> [TASK ITEM] A faithful copy of every record is needed here. Images must not appear in it.

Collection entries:

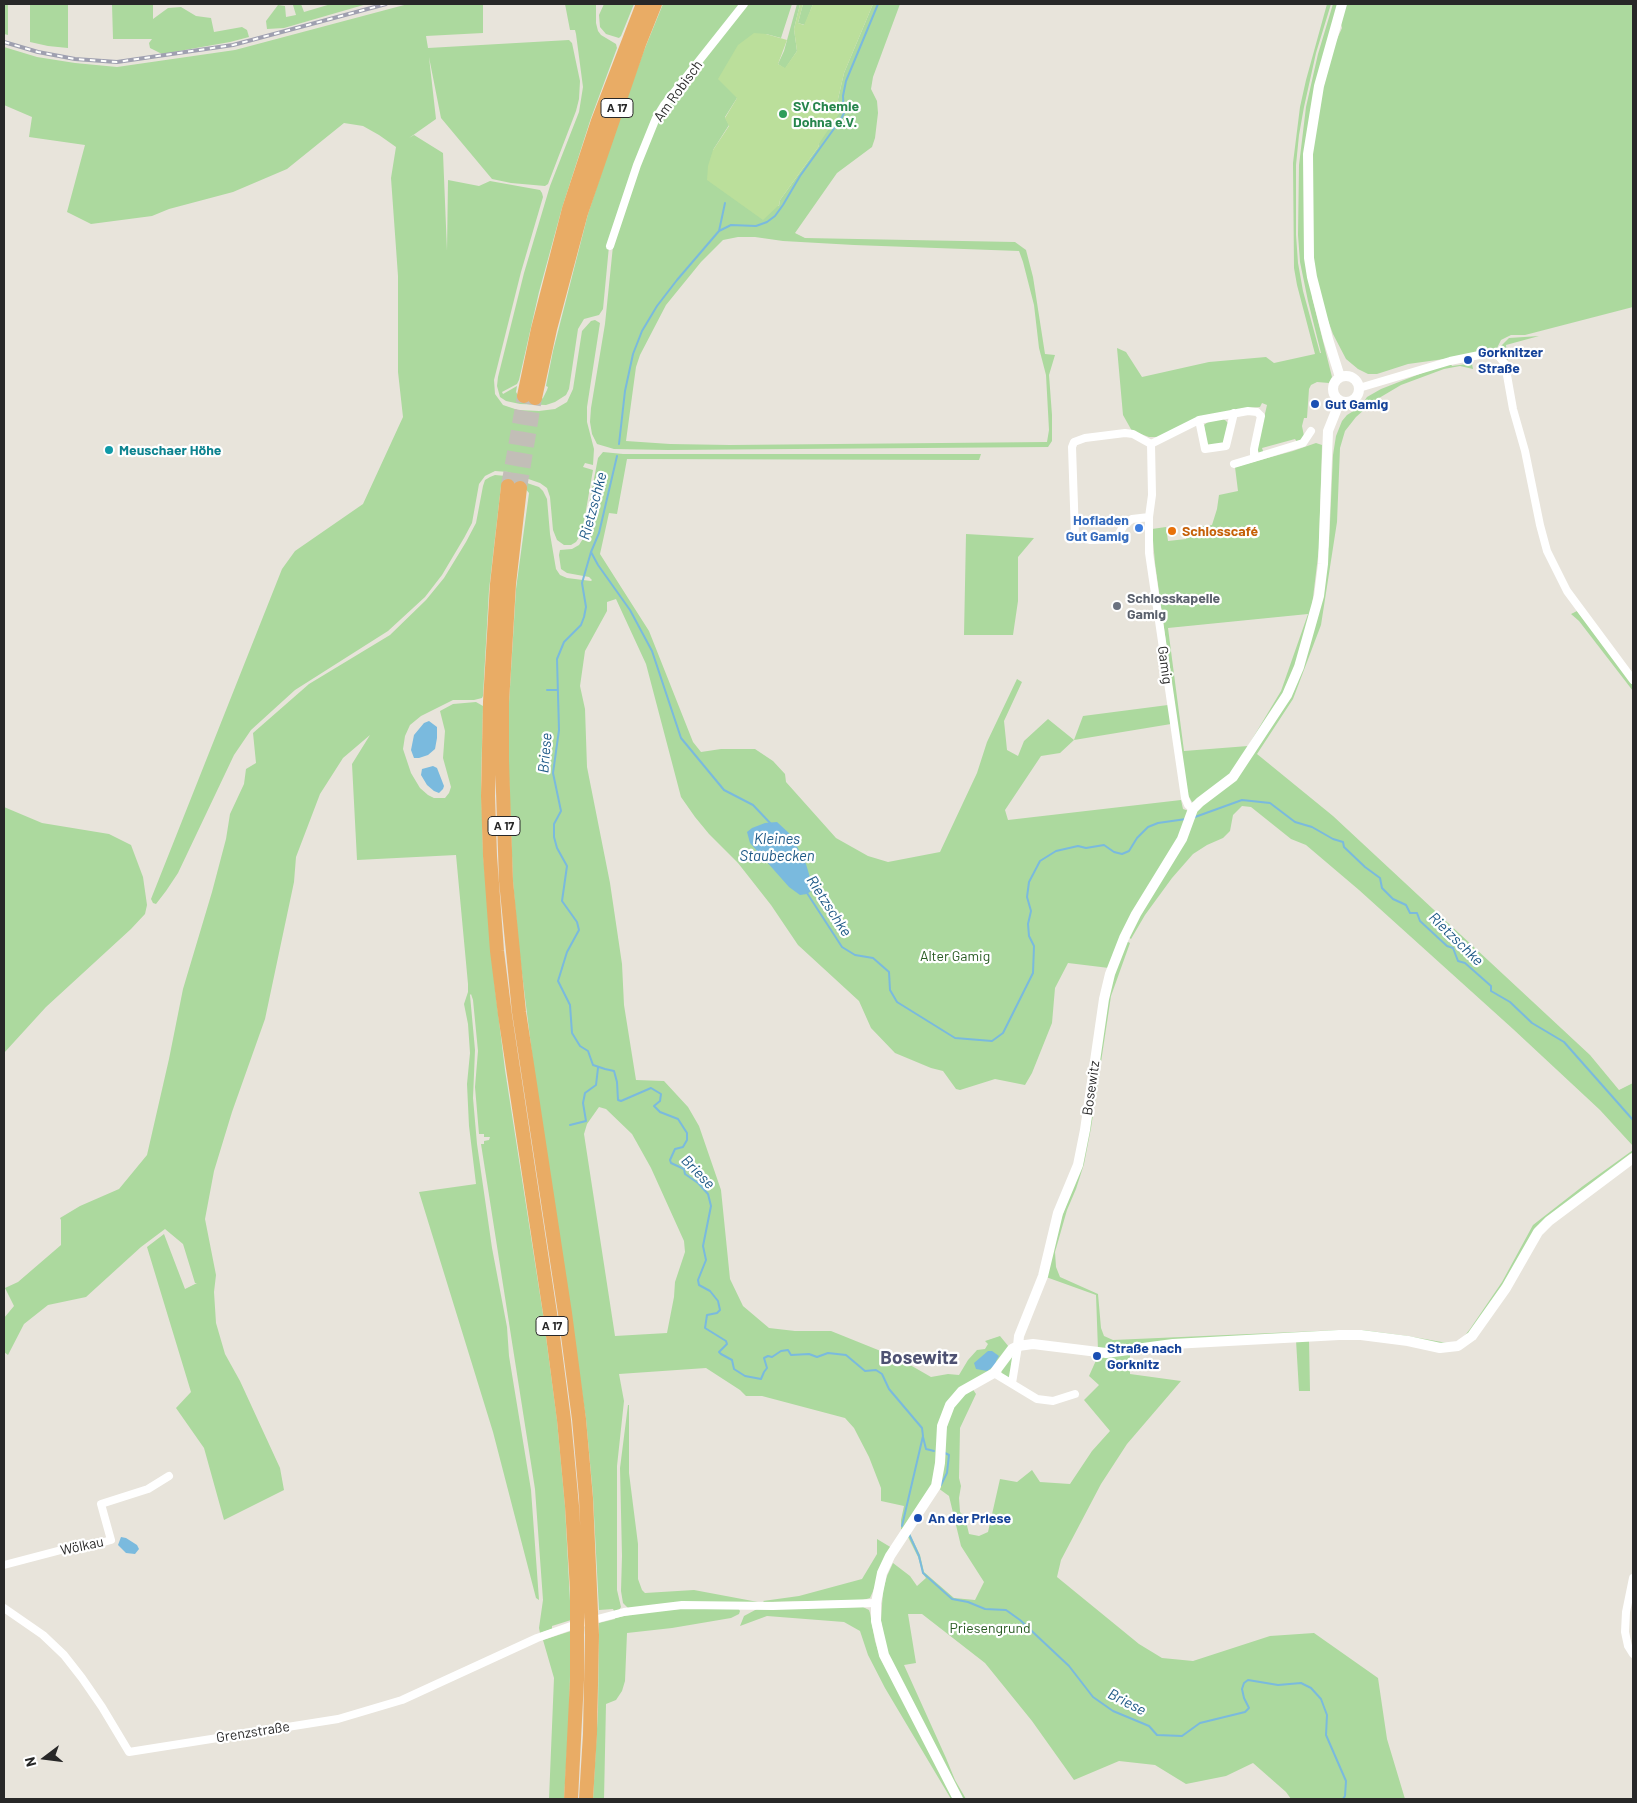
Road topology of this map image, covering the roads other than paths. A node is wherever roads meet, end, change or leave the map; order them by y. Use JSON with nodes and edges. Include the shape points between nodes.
{"nodes":[{"id":1,"x":643,"y":4,"type":"edge"},
{"id":2,"x":655,"y":4,"type":"edge"},
{"id":3,"x":744,"y":4,"type":"edge"},
{"id":4,"x":1342,"y":4,"type":"edge"},
{"id":5,"x":610,"y":246,"type":"dead end"},
{"id":6,"x":1340,"y":377,"type":"junction"},
{"id":7,"x":1359,"y":388,"type":"junction"},
{"id":8,"x":1340,"y":401,"type":"junction"},
{"id":9,"x":1234,"y":412,"type":"junction"},
{"id":10,"x":1199,"y":420,"type":"junction"},
{"id":11,"x":1311,"y":431,"type":"dead end"},
{"id":12,"x":1151,"y":444,"type":"junction"},
{"id":13,"x":1254,"y":458,"type":"junction"},
{"id":14,"x":1234,"y":464,"type":"dead end"},
{"id":15,"x":1149,"y":517,"type":"junction"},
{"id":16,"x":1633,"y":680,"type":"edge"},
{"id":17,"x":1193,"y":810,"type":"junction"},
{"id":18,"x":1633,"y":1158,"type":"edge"},
{"id":19,"x":1018,"y":1346,"type":"junction"},
{"id":20,"x":994,"y":1372,"type":"junction"},
{"id":21,"x":1012,"y":1384,"type":"junction"},
{"id":22,"x":1075,"y":1394,"type":"dead end"},
{"id":23,"x":170,"y":1476,"type":"dead end"},
{"id":24,"x":4,"y":1565,"type":"edge"},
{"id":25,"x":1633,"y":1578,"type":"edge"},
{"id":26,"x":876,"y":1603,"type":"junction"},
{"id":27,"x":4,"y":1608,"type":"edge"},
{"id":28,"x":1633,"y":1654,"type":"edge"},
{"id":29,"x":571,"y":1799,"type":"edge"},
{"id":30,"x":586,"y":1799,"type":"edge"},
{"id":31,"x":958,"y":1799,"type":"edge"}],
"edges":[{"from":1,"to":2,"type":"highway","number":"A 17","via":[[601,112],[569,210],[538,328],[529,397],[581,213]]},
{"from":3,"to":5,"type":"street","name":"Am Robisch","via":[[656,118]]},
{"from":4,"to":6,"type":"street","via":[[1319,86],[1308,154],[1309,258]]},
{"from":6,"to":7,"type":"street","via":[[1351,377]]},
{"from":6,"to":8,"type":"street","via":[[1332,389]]},
{"from":7,"to":8,"type":"street","via":[[1352,400]]},
{"from":7,"to":16,"type":"street","via":[[1450,361],[1497,354],[1505,364],[1547,551],[1567,591]]},
{"from":8,"to":17,"type":"street","via":[[1328,431],[1319,596],[1299,667],[1287,695],[1233,777]]},
{"from":9,"to":10,"type":"street"},
{"from":9,"to":10,"type":"street","via":[[1226,446],[1205,449]]},
{"from":9,"to":13,"type":"street","via":[[1257,412],[1261,416]]},
{"from":10,"to":12,"type":"street"},
{"from":11,"to":13,"type":"street","via":[[1304,443]]},
{"from":12,"to":15,"type":"street","name":"Gamig"},
{"from":12,"to":15,"type":"street","via":[[1125,433],[1085,438],[1074,442],[1072,447],[1075,535],[1090,540],[1116,539],[1132,519]]},
{"from":13,"to":14,"type":"street"},
{"from":15,"to":17,"type":"street","name":"Gamig","via":[[1149,553],[1185,798]]},
{"from":17,"to":19,"type":"street","name":"Bosewitz","via":[[1182,838],[1136,914],[1110,974],[1078,1164],[1058,1213],[1043,1276]]},
{"from":18,"to":19,"type":"street","via":[[1538,1232],[1506,1288],[1472,1336],[1458,1346],[1440,1348],[1361,1335],[1173,1344],[1106,1353],[1033,1344]]},
{"from":19,"to":20,"type":"street","name":"Bosewitz"},
{"from":19,"to":21,"type":"street","name":"Bosewitz"},
{"from":20,"to":21,"type":"street"},
{"from":20,"to":26,"type":"street","name":"Bosewitz","via":[[962,1391],[950,1405],[942,1426],[936,1486],[890,1556],[882,1573]]},
{"from":21,"to":22,"type":"street","via":[[1043,1401]]},
{"from":23,"to":24,"type":"street","name":"Wölkau","via":[[148,1489],[101,1504],[111,1540]]},
{"from":25,"to":28,"type":"street","via":[[1625,1632]]},
{"from":26,"to":27,"type":"street","name":"Grenzstraße","via":[[682,1605],[614,1615],[553,1632],[402,1700],[338,1719],[129,1752],[87,1685],[64,1656],[43,1635]]},
{"from":26,"to":31,"type":"street","name":"Bosewitz","via":[[876,1621],[884,1654]]},
{"from":29,"to":30,"type":"highway","number":"A 17","via":[[577,1662],[572,1506],[550,1314],[505,1015],[490,856],[490,702],[498,584],[514,487],[502,703],[506,882],[519,1012],[565,1313],[586,1498],[592,1635]]}]}
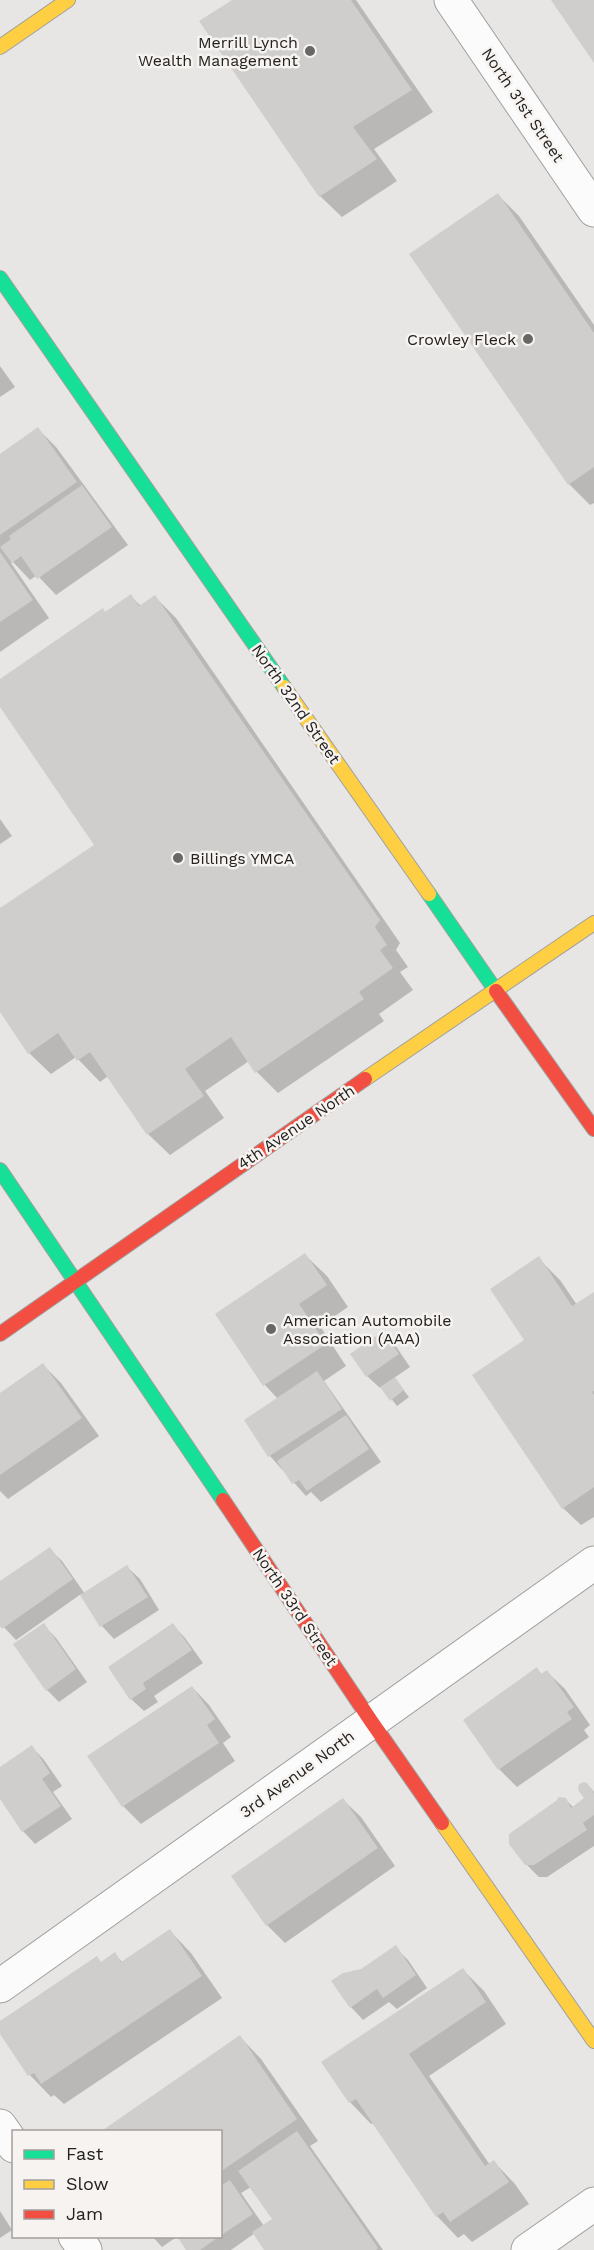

> [ANSWER BELOW]
Road topology of this map image, covering the roads other than paths. A node is wherever roads meet, end, change or leave the map; order them by y. Use JSON with nodes and edges. Include the shape points between nodes.
{"nodes":[{"id":1,"x":643,"y":4,"type":"edge"},
{"id":2,"x":655,"y":4,"type":"edge"},
{"id":3,"x":744,"y":4,"type":"edge"},
{"id":4,"x":1342,"y":4,"type":"edge"},
{"id":5,"x":610,"y":246,"type":"dead end"},
{"id":6,"x":1340,"y":377,"type":"junction"},
{"id":7,"x":1359,"y":388,"type":"junction"},
{"id":8,"x":1340,"y":401,"type":"junction"},
{"id":9,"x":1234,"y":412,"type":"junction"},
{"id":10,"x":1199,"y":420,"type":"junction"},
{"id":11,"x":1311,"y":431,"type":"dead end"},
{"id":12,"x":1151,"y":444,"type":"junction"},
{"id":13,"x":1254,"y":458,"type":"junction"},
{"id":14,"x":1234,"y":464,"type":"dead end"},
{"id":15,"x":1149,"y":517,"type":"junction"},
{"id":16,"x":1633,"y":680,"type":"edge"},
{"id":17,"x":1193,"y":810,"type":"junction"},
{"id":18,"x":1633,"y":1158,"type":"edge"},
{"id":19,"x":1018,"y":1346,"type":"junction"},
{"id":20,"x":994,"y":1372,"type":"junction"},
{"id":21,"x":1012,"y":1384,"type":"junction"},
{"id":22,"x":1075,"y":1394,"type":"dead end"},
{"id":23,"x":170,"y":1476,"type":"dead end"},
{"id":24,"x":4,"y":1565,"type":"edge"},
{"id":25,"x":1633,"y":1578,"type":"edge"},
{"id":26,"x":876,"y":1603,"type":"junction"},
{"id":27,"x":4,"y":1608,"type":"edge"},
{"id":28,"x":1633,"y":1654,"type":"edge"},
{"id":29,"x":571,"y":1799,"type":"edge"},
{"id":30,"x":586,"y":1799,"type":"edge"},
{"id":31,"x":958,"y":1799,"type":"edge"}],
"edges":[{"from":1,"to":2,"type":"highway","number":"A 17","via":[[601,112],[569,210],[538,328],[529,397],[581,213]]},
{"from":3,"to":5,"type":"street","name":"Am Robisch","via":[[656,118]]},
{"from":4,"to":6,"type":"street","via":[[1319,86],[1308,154],[1309,258]]},
{"from":6,"to":7,"type":"street","via":[[1351,377]]},
{"from":6,"to":8,"type":"street","via":[[1332,389]]},
{"from":7,"to":8,"type":"street","via":[[1352,400]]},
{"from":7,"to":16,"type":"street","via":[[1450,361],[1497,354],[1505,364],[1547,551],[1567,591]]},
{"from":8,"to":17,"type":"street","via":[[1328,431],[1319,596],[1299,667],[1287,695],[1233,777]]},
{"from":9,"to":10,"type":"street"},
{"from":9,"to":10,"type":"street","via":[[1226,446],[1205,449]]},
{"from":9,"to":13,"type":"street","via":[[1257,412],[1261,416]]},
{"from":10,"to":12,"type":"street"},
{"from":11,"to":13,"type":"street","via":[[1304,443]]},
{"from":12,"to":15,"type":"street","name":"Gamig"},
{"from":12,"to":15,"type":"street","via":[[1125,433],[1085,438],[1074,442],[1072,447],[1075,535],[1090,540],[1116,539],[1132,519]]},
{"from":13,"to":14,"type":"street"},
{"from":15,"to":17,"type":"street","name":"Gamig","via":[[1149,553],[1185,798]]},
{"from":17,"to":19,"type":"street","name":"Bosewitz","via":[[1182,838],[1136,914],[1110,974],[1078,1164],[1058,1213],[1043,1276]]},
{"from":18,"to":19,"type":"street","via":[[1538,1232],[1506,1288],[1472,1336],[1458,1346],[1440,1348],[1361,1335],[1173,1344],[1106,1353],[1033,1344]]},
{"from":19,"to":20,"type":"street","name":"Bosewitz"},
{"from":19,"to":21,"type":"street","name":"Bosewitz"},
{"from":20,"to":21,"type":"street"},
{"from":20,"to":26,"type":"street","name":"Bosewitz","via":[[962,1391],[950,1405],[942,1426],[936,1486],[890,1556],[882,1573]]},
{"from":21,"to":22,"type":"street","via":[[1043,1401]]},
{"from":23,"to":24,"type":"street","name":"Wölkau","via":[[148,1489],[101,1504],[111,1540]]},
{"from":25,"to":28,"type":"street","via":[[1625,1632]]},
{"from":26,"to":27,"type":"street","name":"Grenzstraße","via":[[682,1605],[614,1615],[553,1632],[402,1700],[338,1719],[129,1752],[87,1685],[64,1656],[43,1635]]},
{"from":26,"to":31,"type":"street","name":"Bosewitz","via":[[876,1621],[884,1654]]},
{"from":29,"to":30,"type":"highway","number":"A 17","via":[[577,1662],[572,1506],[550,1314],[505,1015],[490,856],[490,702],[498,584],[514,487],[502,703],[506,882],[519,1012],[565,1313],[586,1498],[592,1635]]}]}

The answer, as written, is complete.